--- START ---

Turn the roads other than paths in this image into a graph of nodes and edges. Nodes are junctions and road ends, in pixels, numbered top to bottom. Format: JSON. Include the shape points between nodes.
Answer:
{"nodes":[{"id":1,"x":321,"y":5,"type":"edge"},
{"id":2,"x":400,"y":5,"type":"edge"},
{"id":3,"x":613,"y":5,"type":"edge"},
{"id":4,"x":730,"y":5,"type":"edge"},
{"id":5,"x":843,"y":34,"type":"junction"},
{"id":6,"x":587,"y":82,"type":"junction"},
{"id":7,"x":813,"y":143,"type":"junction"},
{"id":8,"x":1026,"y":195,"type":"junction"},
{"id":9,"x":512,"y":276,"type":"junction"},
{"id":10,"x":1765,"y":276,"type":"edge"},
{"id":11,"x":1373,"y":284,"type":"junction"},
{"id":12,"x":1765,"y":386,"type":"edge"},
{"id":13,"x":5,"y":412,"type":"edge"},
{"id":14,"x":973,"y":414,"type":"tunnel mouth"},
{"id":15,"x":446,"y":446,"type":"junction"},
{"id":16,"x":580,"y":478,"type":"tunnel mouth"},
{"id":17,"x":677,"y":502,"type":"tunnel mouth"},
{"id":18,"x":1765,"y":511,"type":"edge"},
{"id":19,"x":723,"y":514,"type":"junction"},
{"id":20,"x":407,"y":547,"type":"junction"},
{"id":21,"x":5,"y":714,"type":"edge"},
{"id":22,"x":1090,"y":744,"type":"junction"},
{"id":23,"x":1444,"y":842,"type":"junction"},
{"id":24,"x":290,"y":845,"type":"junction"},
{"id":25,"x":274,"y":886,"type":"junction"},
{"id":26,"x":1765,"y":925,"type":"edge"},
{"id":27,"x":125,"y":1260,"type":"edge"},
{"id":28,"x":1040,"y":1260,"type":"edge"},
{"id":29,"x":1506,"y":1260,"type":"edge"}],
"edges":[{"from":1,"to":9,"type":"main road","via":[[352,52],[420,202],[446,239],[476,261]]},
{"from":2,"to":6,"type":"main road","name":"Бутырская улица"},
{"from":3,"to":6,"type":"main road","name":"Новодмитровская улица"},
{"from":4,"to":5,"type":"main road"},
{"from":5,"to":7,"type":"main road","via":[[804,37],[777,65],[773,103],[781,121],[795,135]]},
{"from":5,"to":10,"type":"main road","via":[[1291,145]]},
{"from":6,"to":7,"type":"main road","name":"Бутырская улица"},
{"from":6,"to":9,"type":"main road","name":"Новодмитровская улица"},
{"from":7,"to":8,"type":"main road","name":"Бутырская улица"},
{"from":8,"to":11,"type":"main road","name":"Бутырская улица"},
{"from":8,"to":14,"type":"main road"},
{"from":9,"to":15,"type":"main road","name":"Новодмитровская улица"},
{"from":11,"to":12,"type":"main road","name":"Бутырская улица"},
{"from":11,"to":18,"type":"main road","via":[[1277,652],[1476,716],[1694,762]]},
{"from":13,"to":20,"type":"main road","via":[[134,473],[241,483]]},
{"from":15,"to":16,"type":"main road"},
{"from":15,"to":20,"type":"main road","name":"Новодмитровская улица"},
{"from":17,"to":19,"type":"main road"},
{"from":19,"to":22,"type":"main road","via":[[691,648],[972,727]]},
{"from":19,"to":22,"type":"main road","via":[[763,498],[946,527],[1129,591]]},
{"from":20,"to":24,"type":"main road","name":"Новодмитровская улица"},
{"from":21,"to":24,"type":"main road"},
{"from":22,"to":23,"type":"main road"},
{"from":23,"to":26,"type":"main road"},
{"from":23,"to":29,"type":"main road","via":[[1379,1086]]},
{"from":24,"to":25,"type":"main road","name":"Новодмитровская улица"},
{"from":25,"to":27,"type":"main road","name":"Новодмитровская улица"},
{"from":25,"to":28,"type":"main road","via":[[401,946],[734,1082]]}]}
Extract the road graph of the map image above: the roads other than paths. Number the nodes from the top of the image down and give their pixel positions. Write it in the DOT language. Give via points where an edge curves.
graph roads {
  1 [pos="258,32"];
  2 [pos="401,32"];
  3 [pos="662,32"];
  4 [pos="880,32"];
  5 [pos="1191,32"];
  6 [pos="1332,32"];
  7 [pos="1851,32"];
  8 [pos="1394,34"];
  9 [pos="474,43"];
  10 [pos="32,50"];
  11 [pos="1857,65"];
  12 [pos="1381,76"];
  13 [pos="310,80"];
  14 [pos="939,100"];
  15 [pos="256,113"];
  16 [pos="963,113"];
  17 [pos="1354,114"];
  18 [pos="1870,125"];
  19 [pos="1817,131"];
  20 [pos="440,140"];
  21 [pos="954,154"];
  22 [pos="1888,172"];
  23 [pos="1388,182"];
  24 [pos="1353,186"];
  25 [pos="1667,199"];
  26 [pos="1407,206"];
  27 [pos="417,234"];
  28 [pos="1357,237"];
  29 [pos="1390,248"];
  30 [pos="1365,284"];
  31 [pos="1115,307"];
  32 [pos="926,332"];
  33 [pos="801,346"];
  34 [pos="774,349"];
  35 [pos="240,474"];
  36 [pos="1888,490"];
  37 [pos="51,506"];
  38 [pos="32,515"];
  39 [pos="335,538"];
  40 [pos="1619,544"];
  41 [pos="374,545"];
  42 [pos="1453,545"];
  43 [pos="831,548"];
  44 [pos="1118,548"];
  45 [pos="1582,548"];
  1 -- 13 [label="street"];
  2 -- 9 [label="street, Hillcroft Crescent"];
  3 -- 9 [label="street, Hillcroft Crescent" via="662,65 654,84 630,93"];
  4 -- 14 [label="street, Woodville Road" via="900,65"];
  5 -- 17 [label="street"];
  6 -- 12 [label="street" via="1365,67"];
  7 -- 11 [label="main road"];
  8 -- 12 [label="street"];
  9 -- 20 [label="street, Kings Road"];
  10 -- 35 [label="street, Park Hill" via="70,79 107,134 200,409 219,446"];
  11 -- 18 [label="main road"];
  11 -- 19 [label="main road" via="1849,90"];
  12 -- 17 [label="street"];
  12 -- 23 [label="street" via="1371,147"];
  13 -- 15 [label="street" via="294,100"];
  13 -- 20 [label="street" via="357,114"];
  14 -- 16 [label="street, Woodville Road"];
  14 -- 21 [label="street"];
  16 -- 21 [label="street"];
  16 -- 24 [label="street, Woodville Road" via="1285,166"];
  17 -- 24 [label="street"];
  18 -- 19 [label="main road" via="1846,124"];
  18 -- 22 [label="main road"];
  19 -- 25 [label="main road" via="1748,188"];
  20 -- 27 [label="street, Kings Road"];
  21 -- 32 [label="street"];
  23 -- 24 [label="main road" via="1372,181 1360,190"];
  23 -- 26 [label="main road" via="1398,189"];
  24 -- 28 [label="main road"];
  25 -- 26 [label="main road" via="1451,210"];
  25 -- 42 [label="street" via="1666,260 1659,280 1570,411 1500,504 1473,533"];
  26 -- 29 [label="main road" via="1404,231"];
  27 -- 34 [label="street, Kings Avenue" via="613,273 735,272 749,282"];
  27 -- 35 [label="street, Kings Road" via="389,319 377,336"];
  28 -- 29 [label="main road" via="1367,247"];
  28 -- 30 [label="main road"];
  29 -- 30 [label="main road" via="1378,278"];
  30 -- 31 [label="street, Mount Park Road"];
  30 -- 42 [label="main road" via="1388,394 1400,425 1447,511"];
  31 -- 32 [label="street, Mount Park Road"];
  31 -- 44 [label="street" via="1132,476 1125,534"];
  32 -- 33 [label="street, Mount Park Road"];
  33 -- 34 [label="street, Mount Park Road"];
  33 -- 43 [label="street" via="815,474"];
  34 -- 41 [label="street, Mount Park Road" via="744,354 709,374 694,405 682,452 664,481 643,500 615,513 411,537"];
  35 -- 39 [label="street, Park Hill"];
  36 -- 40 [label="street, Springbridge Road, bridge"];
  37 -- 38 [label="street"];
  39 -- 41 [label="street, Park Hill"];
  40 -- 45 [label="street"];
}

--- END ---

**What is being asked:**
Show the lines of the records above that mention "Hillcroft".

**Result:**
  2 -- 9 [label="street, Hillcroft Crescent"];
  3 -- 9 [label="street, Hillcroft Crescent" via="662,65 654,84 630,93"];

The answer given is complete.